Chained Assignment in JavaScript
I ran into a seemingly easy JavaScript puzzle in a chat group today and still got it wrong, so I’m jotting it down.
var user = {
n: 1
};
user.x = user = {
n: 2
};
console.log(user.x);
Wrong Turn #1
I assumed it was equivalent to the code below:
var user = {
n: 1
};
user = {
n: 2
};
user.x = user;
console.log(user.x);
/**
* {n: 2, x: {…}}
*/
Running it in the browser or Node showed the actual answer is undefined
.
Wrong Turn #2
I went back to review the assignment operator. For chained assignment specifically:
Chaining the assignment operator is possible in order to assign a single value to multiple variables.
So a = b = c
should behave like b = c; a = c;
.
By that logic, I rewrote the snippet as:
var user = {
n: 1
};
user = {
n: 2
};
user.x = {
n: 2
};
console.log(user.x);
I figured that must be correct, but the browser printed {n: 2}
—still wrong. The missing piece? The member-access operator.
The Real Answer
The dot operator for member access has higher precedence than assignment.
Let’s analyze it again:
var user = {
n: 1
};
user.x = {
n: 2
};
user = {
n: 2
};
console.log(user.x);
/**
* user.x points to the original object (call it “1”).

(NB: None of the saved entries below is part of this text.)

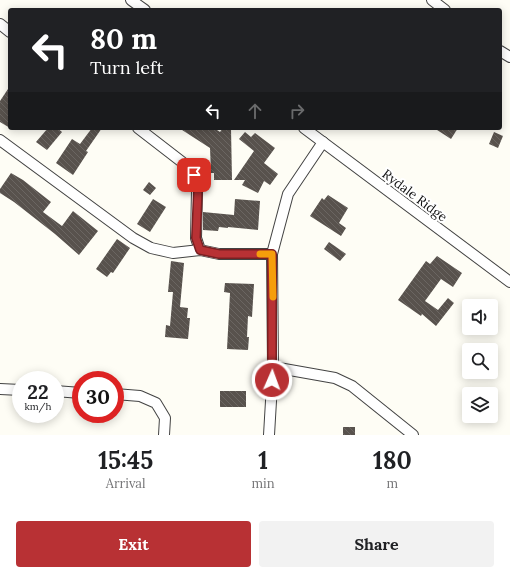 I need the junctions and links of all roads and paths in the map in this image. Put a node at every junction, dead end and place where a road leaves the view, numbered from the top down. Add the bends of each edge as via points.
1 (131, 0) edge
2 (432, 0) edge
3 (141, 8) edge
4 (442, 8) edge
5 (0, 24) edge
6 (8, 30) edge
7 (141, 130) edge
8 (307, 130) edge
9 (0, 140) edge
10 (323, 142) junction
11 (200, 250) junction
12 (272, 254) junction
13 (510, 282) edge
14 (273, 367) junction
15 (0, 389) edge
16 (12, 390) edge
17 (124, 395) edge
18 (164, 435) edge
19 (270, 435) edge
20 (413, 435) edge

1 - 3 street
2 - 4 street
5 - 6 street
7 - 11 street via 182,162 194,175 198,190 196,238
8 - 10 street, Rydale Ridge
9 - 11 street via 133,238 152,248 173,253
10 - 12 street via 288,194
10 - 13 street, Rydale Ridge
11 - 12 street via 219,254
12 - 14 street
14 - 19 street
14 - 20 street via 335,378 352,386
15 - 16 street
17 - 18 street via 140,396 156,403 165,418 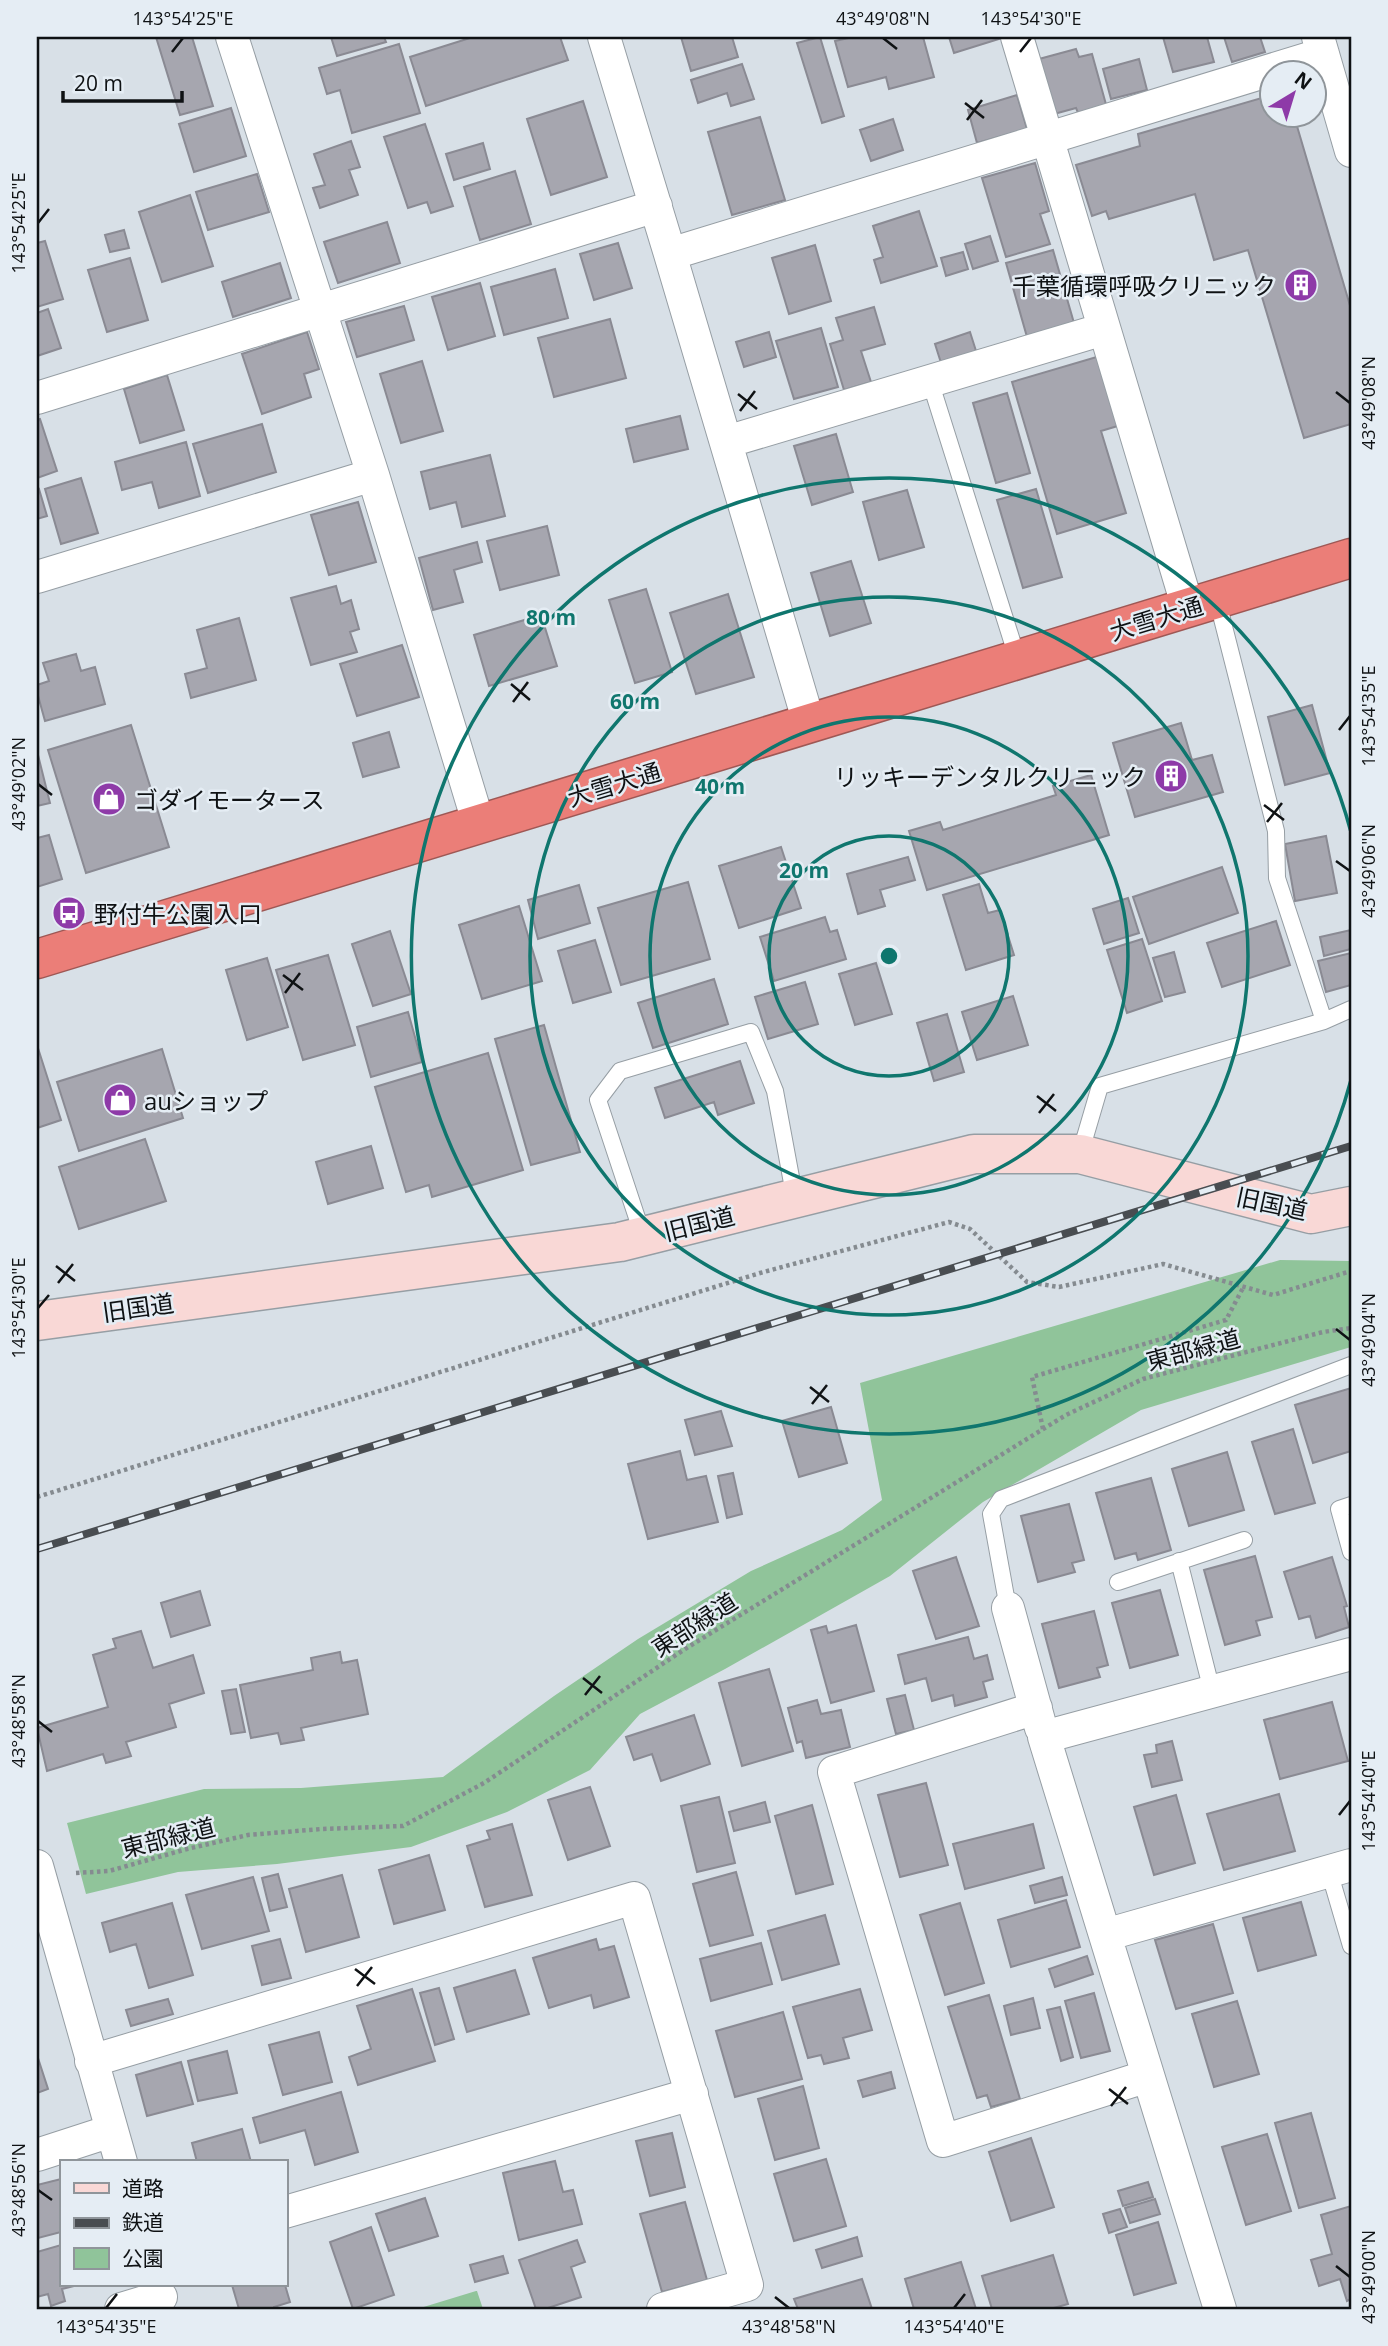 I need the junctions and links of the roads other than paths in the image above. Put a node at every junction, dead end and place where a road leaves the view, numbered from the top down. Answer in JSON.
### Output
{"nodes":[{"id":1,"x":232,"y":37,"type":"edge"},
{"id":2,"x":604,"y":37,"type":"edge"},
{"id":3,"x":1017,"y":37,"type":"edge"},
{"id":4,"x":1321,"y":45,"type":"edge"},
{"id":5,"x":1047,"y":139,"type":"junction"},
{"id":6,"x":1351,"y":151,"type":"edge"},
{"id":7,"x":656,"y":206,"type":"junction"},
{"id":8,"x":670,"y":254,"type":"junction"},
{"id":9,"x":321,"y":311,"type":"junction"},
{"id":10,"x":1104,"y":329,"type":"junction"},
{"id":11,"x":930,"y":381,"type":"junction"},
{"id":12,"x":37,"y":398,"type":"edge"},
{"id":13,"x":726,"y":442,"type":"junction"},
{"id":14,"x":373,"y":475,"type":"junction"},
{"id":15,"x":1351,"y":558,"type":"edge"},
{"id":16,"x":37,"y":577,"type":"edge"},
{"id":17,"x":1203,"y":603,"type":"junction"},
{"id":18,"x":1018,"y":660,"type":"junction"},
{"id":19,"x":809,"y":723,"type":"junction"},
{"id":20,"x":479,"y":825,"type":"junction"},
{"id":21,"x":37,"y":959,"type":"edge"},
{"id":22,"x":1351,"y":1009,"type":"edge"},
{"id":23,"x":1324,"y":1021,"type":"junction"},
{"id":24,"x":1080,"y":1154,"type":"junction"},
{"id":25,"x":795,"y":1199,"type":"junction"},
{"id":26,"x":1351,"y":1206,"type":"edge"},
{"id":27,"x":643,"y":1236,"type":"junction"},
{"id":28,"x":37,"y":1321,"type":"edge"},
{"id":29,"x":1351,"y":1366,"type":"edge"},
{"id":30,"x":1351,"y":1505,"type":"edge"},
{"id":31,"x":1244,"y":1540,"type":"dead end"},
{"id":32,"x":1351,"y":1552,"type":"edge"},
{"id":33,"x":1180,"y":1561,"type":"junction"},
{"id":34,"x":1118,"y":1582,"type":"dead end"},
{"id":35,"x":1009,"y":1608,"type":"joint"},
{"id":36,"x":1351,"y":1654,"type":"edge"},
{"id":37,"x":1212,"y":1691,"type":"junction"},
{"id":38,"x":1040,"y":1722,"type":"junction"},
{"id":39,"x":1340,"y":1868,"type":"edge"},
{"id":40,"x":38,"y":1870,"type":"edge"},
{"id":41,"x":1105,"y":1935,"type":"junction"},
{"id":42,"x":1351,"y":1945,"type":"edge"},
{"id":43,"x":91,"y":2061,"type":"junction"},
{"id":44,"x":1148,"y":2076,"type":"junction"},
{"id":45,"x":692,"y":2094,"type":"junction"},
{"id":46,"x":111,"y":2130,"type":"junction"},
{"id":47,"x":37,"y":2155,"type":"edge"},
{"id":48,"x":120,"y":2160,"type":"edge"},
{"id":49,"x":287,"y":2212,"type":"edge"},
{"id":50,"x":161,"y":2297,"type":"edge"},
{"id":51,"x":121,"y":2309,"type":"edge"},
{"id":52,"x":663,"y":2309,"type":"edge"},
{"id":53,"x":1220,"y":2309,"type":"edge"}],
"edges":[{"from":1,"to":9,"type":"street"},
{"from":2,"to":7,"type":"street"},
{"from":3,"to":5,"type":"street"},
{"from":4,"to":5,"type":"street"},
{"from":4,"to":6,"type":"street"},
{"from":5,"to":8,"type":"street"},
{"from":5,"to":10,"type":"street"},
{"from":7,"to":8,"type":"street"},
{"from":7,"to":9,"type":"street"},
{"from":8,"to":13,"type":"street"},
{"from":9,"to":12,"type":"street"},
{"from":9,"to":14,"type":"street"},
{"from":10,"to":11,"type":"street"},
{"from":10,"to":17,"type":"street"},
{"from":11,"to":13,"type":"street"},
{"from":11,"to":18,"type":"lane"},
{"from":13,"to":19,"type":"street"},
{"from":14,"to":16,"type":"street"},
{"from":14,"to":20,"type":"street"},
{"from":15,"to":17,"type":"highway","name":"大雪大通"},
{"from":17,"to":18,"type":"highway","name":"大雪大通"},
{"from":17,"to":23,"type":"lane"},
{"from":18,"to":19,"type":"highway","name":"大雪大通"},
{"from":19,"to":20,"type":"highway","name":"大雪大通"},
{"from":20,"to":21,"type":"highway","name":"大雪大通"},
{"from":22,"to":23,"type":"lane"},
{"from":23,"to":24,"type":"lane"},
{"from":24,"to":25,"type":"street","name":"旧国道"},
{"from":24,"to":26,"type":"street","name":"旧国道"},
{"from":25,"to":27,"type":"street","name":"旧国道"},
{"from":25,"to":27,"type":"lane"},
{"from":27,"to":28,"type":"street","name":"旧国道"},
{"from":29,"to":35,"type":"lane"},
{"from":30,"to":32,"type":"lane"},
{"from":31,"to":33,"type":"lane"},
{"from":33,"to":34,"type":"lane"},
{"from":33,"to":37,"type":"lane"},
{"from":35,"to":38,"type":"street"},
{"from":36,"to":37,"type":"street"},
{"from":37,"to":38,"type":"street"},
{"from":38,"to":41,"type":"street"},
{"from":38,"to":44,"type":"street"},
{"from":39,"to":41,"type":"street"},
{"from":39,"to":42,"type":"lane"},
{"from":40,"to":43,"type":"street"},
{"from":41,"to":44,"type":"street"},
{"from":43,"to":45,"type":"street"},
{"from":43,"to":46,"type":"street"},
{"from":44,"to":53,"type":"street"},
{"from":45,"to":49,"type":"street"},
{"from":45,"to":52,"type":"street"},
{"from":46,"to":47,"type":"street"},
{"from":46,"to":48,"type":"street"},
{"from":50,"to":51,"type":"street"}]}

* The object literal {n: 2} is assigned to that original object's x.
* The final assignment rebinds user to a new object (call it “2”).
* console.log reads x from “2”, which has no such property, so the result is undefined.
*/
A simple question, yet it tripped me up—reminder that fundamentals matter. A few key takeaways:
The dot operator has higher precedence than assignment.
Chained assignment copies a single value into multiple variables, and it evaluates from right to left. You can prove this with a quick Proxy experiment:
var superman = { name: 'clark' }; var batman = {}; var flashman = {}; const batmanProxy = new Proxy(batman, { set: function (target, key, value) { console.log(`batman: ${key} set from ${target[key]} to ${value}`); target[key] = value; return true; } }); const flashmanProxy = new Proxy(flashman, { set: function (target, key, value) { console.log(`flashman: ${key} set from ${target[key]} to ${value}`); target[key] = value; return true; }, get: function (target, key) { console.log(`flashman: ${key} get from ${target[key]}`); return target[key]; } }); batmanProxy.name = flashmanProxy.name = superman.name;
The logs show
flashman
’s setter firing first. Also note this is not the same asbatmanProxy.name = (flashmanProxy.name = superman.name);
because the proxy’s getter never runs.Object assignment copies references, not values.
Final Thoughts
Elementary question, valuable lesson. Back to studying—and back to slinging code.